In a bid to cement his relationship with Miriam and Ben, Dave takes advantage of a car deal arranged by Jomo, a loan shark and sometime boyfriend of Saffra. Taking Jomo's new Buick and money, he drives Miriam, Ben and Saffra to Margate for an overnight trip. The four spend a lot of money and Dave loses the rest at a casino. Ben and Saffra sleep together but Saffra remains non-committal. In the morning Dave approaches Ben for some cash to pay the bills he cannot afford. Ben refuses, but suggests that he buys Jomo's car and insists on a receipt. Dave reluctantly agrees and the group return to London.

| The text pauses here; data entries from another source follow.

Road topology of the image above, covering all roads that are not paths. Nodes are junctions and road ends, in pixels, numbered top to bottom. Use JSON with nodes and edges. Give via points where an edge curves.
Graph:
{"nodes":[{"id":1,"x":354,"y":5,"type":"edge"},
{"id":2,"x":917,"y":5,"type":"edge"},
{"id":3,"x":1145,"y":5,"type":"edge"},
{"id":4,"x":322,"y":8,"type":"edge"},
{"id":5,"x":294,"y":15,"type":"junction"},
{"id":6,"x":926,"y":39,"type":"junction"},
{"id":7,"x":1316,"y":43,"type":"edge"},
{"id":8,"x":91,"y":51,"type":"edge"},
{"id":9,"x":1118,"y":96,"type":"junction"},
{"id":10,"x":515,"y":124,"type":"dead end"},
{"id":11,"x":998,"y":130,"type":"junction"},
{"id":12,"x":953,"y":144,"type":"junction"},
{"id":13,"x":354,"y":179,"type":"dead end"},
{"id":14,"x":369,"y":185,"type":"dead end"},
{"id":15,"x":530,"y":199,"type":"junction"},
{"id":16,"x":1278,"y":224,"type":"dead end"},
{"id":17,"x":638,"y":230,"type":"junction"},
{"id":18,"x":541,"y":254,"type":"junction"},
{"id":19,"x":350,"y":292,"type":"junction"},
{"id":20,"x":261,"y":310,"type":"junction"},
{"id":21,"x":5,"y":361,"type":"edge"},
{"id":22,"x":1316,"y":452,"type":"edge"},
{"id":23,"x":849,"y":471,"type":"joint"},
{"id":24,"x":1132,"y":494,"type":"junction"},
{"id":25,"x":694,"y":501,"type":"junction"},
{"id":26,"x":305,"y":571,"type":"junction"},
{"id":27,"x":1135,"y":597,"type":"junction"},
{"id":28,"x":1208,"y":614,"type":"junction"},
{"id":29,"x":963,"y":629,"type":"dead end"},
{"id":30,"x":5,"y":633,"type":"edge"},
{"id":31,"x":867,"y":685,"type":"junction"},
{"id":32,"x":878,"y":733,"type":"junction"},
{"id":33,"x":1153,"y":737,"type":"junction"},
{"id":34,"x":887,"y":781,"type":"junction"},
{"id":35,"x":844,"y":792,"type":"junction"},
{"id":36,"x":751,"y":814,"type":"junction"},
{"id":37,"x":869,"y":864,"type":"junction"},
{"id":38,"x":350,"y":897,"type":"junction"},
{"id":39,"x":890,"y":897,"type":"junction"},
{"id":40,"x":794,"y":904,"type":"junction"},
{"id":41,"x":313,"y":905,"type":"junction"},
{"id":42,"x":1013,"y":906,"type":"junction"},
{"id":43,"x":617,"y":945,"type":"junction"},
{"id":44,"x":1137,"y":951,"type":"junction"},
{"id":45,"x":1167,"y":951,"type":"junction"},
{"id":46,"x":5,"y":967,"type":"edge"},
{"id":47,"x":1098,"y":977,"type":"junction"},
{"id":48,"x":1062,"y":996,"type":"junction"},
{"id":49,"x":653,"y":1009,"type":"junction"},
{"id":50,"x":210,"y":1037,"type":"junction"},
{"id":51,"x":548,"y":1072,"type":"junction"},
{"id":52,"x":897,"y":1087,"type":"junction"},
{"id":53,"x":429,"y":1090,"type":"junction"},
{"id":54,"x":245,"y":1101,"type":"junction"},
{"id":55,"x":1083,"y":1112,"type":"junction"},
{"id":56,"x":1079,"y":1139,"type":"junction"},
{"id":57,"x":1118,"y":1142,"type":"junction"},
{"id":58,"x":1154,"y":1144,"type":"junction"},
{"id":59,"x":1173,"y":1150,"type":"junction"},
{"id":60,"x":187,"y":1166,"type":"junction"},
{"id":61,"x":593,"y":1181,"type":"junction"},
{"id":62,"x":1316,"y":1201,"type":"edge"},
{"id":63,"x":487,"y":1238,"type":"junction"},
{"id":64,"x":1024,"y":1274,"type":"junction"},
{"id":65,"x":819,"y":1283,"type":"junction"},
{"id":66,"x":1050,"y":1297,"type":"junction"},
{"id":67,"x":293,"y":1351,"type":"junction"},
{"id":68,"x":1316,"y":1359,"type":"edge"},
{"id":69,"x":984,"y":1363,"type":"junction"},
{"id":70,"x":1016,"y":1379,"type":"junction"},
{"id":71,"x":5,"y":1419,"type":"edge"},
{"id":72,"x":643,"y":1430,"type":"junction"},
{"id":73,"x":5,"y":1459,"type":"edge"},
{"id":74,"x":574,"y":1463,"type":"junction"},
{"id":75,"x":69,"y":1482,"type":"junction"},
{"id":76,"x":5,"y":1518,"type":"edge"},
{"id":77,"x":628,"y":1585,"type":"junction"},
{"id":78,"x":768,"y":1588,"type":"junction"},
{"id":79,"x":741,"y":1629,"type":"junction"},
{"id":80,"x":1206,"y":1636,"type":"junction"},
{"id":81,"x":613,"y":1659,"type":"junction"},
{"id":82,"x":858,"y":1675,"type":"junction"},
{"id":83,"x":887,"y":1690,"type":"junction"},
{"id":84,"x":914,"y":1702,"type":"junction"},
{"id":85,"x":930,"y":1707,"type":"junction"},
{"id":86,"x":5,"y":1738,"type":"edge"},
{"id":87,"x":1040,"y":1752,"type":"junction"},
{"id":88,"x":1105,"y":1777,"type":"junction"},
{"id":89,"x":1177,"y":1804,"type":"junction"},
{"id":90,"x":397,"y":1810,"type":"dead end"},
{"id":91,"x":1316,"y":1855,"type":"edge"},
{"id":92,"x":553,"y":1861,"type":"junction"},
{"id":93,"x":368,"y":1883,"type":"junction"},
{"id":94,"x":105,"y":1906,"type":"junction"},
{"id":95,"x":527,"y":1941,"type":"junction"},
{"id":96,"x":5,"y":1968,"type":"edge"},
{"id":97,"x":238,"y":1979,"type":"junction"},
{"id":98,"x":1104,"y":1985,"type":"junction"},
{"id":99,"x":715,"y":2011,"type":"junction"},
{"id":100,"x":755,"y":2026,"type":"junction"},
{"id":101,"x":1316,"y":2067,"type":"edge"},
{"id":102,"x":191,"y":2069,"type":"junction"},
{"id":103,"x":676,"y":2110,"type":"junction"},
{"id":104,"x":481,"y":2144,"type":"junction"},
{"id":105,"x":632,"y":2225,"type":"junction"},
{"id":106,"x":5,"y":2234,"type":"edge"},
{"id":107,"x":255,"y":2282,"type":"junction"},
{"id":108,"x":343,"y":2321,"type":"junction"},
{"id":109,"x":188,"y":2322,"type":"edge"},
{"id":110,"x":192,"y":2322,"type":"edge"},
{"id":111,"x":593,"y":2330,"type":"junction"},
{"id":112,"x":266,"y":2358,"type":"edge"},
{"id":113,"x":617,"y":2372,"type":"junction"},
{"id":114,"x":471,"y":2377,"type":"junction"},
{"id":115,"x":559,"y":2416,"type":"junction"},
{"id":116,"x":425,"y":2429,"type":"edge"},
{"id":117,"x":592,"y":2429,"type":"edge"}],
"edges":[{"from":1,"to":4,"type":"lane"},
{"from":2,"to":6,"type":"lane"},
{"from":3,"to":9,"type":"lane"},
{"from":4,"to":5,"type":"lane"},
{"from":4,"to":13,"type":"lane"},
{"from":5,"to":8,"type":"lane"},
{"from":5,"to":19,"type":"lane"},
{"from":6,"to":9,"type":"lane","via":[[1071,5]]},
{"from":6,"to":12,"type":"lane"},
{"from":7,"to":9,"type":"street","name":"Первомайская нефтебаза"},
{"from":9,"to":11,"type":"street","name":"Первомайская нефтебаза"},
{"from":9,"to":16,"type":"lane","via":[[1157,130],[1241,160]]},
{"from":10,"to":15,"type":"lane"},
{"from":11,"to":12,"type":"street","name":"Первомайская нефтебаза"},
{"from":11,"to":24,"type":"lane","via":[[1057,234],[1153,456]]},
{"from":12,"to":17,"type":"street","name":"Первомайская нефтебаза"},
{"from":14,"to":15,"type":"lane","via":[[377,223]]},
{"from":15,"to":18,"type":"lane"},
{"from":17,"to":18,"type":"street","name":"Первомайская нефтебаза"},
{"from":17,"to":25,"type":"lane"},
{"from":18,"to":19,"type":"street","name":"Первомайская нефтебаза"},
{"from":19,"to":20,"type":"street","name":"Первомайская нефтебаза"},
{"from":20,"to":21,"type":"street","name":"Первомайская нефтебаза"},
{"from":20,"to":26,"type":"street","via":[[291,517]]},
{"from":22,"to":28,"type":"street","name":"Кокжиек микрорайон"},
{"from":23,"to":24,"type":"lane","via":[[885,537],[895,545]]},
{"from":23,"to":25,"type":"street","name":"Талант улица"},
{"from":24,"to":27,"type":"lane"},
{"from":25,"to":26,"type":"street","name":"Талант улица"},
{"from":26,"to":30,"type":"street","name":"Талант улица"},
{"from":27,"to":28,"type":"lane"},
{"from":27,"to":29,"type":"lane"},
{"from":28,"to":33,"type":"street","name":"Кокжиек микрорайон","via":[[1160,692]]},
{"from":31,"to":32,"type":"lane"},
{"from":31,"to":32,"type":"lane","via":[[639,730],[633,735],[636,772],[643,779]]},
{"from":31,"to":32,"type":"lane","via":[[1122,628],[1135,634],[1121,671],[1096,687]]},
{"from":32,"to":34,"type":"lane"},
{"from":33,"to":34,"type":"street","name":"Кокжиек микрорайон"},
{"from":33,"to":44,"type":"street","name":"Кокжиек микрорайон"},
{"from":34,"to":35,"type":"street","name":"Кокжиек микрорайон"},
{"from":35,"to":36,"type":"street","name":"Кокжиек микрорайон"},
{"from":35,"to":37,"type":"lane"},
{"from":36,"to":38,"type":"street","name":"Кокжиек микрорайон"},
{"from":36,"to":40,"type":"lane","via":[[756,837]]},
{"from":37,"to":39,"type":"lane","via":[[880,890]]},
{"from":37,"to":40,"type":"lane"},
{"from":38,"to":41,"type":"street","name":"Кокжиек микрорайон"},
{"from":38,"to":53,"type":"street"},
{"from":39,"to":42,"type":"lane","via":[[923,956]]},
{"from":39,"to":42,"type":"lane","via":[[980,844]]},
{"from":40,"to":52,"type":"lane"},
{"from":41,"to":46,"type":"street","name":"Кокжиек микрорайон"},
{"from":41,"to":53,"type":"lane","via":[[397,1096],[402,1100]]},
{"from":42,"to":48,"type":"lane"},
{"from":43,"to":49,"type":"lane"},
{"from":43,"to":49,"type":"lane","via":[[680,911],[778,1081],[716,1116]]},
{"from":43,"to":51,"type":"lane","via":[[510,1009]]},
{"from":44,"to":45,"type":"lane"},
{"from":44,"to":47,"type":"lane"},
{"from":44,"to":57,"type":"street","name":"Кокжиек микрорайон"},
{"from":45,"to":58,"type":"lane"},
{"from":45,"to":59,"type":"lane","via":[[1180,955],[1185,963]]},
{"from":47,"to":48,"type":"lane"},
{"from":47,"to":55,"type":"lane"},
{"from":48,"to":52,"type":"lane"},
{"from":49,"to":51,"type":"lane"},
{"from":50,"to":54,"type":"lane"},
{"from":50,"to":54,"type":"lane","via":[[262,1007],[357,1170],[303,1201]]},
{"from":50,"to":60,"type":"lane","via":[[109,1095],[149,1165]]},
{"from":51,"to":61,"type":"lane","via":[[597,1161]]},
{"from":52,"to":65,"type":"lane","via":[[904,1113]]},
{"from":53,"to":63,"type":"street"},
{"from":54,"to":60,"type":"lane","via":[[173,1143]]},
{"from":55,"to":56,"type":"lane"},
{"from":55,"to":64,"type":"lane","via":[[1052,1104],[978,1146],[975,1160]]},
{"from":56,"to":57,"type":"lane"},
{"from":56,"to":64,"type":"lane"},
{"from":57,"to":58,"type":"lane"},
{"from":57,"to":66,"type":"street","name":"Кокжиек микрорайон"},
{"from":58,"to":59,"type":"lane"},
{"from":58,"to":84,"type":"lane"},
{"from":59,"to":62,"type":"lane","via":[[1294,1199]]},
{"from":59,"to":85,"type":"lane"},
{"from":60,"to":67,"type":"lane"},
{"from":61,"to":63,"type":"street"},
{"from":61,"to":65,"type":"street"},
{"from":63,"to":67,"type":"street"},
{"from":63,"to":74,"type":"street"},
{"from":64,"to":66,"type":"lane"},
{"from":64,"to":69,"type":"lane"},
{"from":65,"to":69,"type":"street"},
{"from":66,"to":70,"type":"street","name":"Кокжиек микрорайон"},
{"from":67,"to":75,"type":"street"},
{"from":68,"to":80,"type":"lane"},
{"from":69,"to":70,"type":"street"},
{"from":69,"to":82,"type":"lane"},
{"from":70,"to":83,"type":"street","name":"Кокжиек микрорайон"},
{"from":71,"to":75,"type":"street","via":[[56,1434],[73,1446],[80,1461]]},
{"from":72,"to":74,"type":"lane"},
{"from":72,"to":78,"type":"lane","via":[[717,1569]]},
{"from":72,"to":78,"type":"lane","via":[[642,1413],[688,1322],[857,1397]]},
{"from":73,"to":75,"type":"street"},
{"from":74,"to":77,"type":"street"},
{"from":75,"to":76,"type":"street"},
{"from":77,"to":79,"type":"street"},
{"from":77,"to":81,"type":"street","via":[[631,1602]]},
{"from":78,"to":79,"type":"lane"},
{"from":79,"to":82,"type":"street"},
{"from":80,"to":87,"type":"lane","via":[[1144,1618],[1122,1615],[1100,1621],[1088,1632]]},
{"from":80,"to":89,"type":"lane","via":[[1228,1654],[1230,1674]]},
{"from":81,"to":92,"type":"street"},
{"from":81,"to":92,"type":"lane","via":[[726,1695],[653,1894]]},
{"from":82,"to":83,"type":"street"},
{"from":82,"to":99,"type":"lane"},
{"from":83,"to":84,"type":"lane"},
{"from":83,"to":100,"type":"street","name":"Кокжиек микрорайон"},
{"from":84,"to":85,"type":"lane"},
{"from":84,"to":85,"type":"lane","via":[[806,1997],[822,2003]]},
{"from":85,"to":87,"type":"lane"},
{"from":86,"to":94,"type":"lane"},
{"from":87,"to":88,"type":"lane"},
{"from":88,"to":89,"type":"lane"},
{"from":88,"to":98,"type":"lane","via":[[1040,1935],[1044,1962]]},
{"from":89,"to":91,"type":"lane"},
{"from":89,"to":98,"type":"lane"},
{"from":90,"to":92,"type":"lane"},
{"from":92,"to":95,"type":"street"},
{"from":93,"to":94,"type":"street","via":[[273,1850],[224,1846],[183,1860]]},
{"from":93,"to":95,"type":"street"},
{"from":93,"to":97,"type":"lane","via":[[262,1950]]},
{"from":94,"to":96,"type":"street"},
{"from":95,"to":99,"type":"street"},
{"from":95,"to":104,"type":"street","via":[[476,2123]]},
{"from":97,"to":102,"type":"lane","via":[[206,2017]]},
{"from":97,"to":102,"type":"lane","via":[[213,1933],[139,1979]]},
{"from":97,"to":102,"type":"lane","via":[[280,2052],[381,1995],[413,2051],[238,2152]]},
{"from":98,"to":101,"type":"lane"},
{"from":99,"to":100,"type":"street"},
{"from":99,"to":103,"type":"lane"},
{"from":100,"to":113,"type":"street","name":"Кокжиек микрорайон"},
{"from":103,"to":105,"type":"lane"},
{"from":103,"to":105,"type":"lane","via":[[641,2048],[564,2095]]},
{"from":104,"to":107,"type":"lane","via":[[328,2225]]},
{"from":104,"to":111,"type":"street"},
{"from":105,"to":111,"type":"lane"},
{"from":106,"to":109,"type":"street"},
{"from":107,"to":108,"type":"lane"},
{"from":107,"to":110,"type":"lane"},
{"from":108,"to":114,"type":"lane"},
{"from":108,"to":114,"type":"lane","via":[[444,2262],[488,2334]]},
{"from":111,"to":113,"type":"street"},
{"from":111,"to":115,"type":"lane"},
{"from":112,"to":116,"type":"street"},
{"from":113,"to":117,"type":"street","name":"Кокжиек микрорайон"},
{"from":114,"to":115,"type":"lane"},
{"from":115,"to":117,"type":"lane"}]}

Once in Brixton, Ben refuses to resell the Buick, putting Dave in a dangerous position with Jomo. Jomo tries to force the sale but is overpowered by Ben who makes it clear he will not be bullied. Jomo backs down and Dave is thankful. Devon and Saffra join Ben in the Buick and they drive away.

==Cast==
- Norman Beaton as Dave King
- Trevor Thomas as Ben Jones
- Floella Benjamin as Miriam
- Dawn Hope as Saffra
- Oscar James as Jomo
- Paul J. Medford as Devon
- Vivian Stanshall as The Warden
- Stefan Kalipha as Sharp Eddie

==Soundtrack==
The soundtrack album contains hits by a number of Soul/R&B stars from the 1960s and '70s:

- Jimmy Helms – "Black Joy"
- Labelle – "Lady Marmalade"
- Moments & Whatnauts – "Girls"
- The Drifters – "Saturday Night At The Movies"
- Johnny Nash – "Tears On My Pillow"
- Shirley & Company – "Shame, Shame, Shame"
- The Real Thing – "Dance With Me"
- The Three Degrees – "When Will I See You Again"
- The Cimarons – "Living On The Dole"
- Billy Paul – "Me & Mrs. Jones"
- Spinners – "The Rubber Band Man"
- Harold Melvin & the Blue Notes – "Don't Leave Me This Way"
- Gladys Knight & the Pips – "Midnight Train To Georgia"
- The O'Jays – "Darlin' Darlin' Baby"
- Biddu Orchestra – "Summer Of '42"
- The Real Thing – "Lightning Strikes Again"
- Aretha Franklin – "I Say A Little Prayer"
- Bill Fredericks – "Love With You"
- Ben E. King – "Stand By Me"
- Lee Vanderbilt – "Lonely I"
- Linda Lewis – "It's In His Kiss"
- The Cimarons – "Black Joy"

== Reception ==
The Monthly Film Bulletin wrote: "Shot entirely on location in Brixton ...for £150,000, Anthony Simmons' third feature is, though flawed, the most consistently accurate commercial film to deal with Britain's immigrant communities. Simmons has said of Black Joy:'I wanted to show the reality of life in an immigrant area, angry and frustrated like so many other parts of Britain – but full of hope and humour'. What he has certainly succeeded in doing, by concentrating on the hope and humour, is capturing part of the reality of life. The exuberant energy bursting from every frame, combined with the (over-emphasised) Dickensian aspects of the community life, leads one to admit that Simmons has rather overlooked the harsher realities and produced instead an enjoyable lightweight 'musical fable'. (Lou Reizner's amazing soundtrack adds immeasurably to the film, giving the impression of collecting – through the many artists and styles represented – all that is best a in one continuous, marvellous sound.) This impression is reinforced by the fact that the question of integration with the white population is completely excluded; indeed, apart from a few brief, jokey cameos, Ben might have moved into a totally alienaisolatedted black community which is clearly only partially true. However, if one has to be content with the spirit of black joy, then Simmons and co-writer Jamal Ali certainly ensure that it is extremely infectious and entertaining, notably in the splendid dialogue, which is inimitably salty ... and coarsely funny. Although some of the acting is over-strident, the two main roles are both excellently played: Norman Beaton, ideally cast as the flashy, untrustworthy but likeable rogue, Dave; and particularly Trevor Thomas in the more difficult, utterly conventional part of the perennial innocent."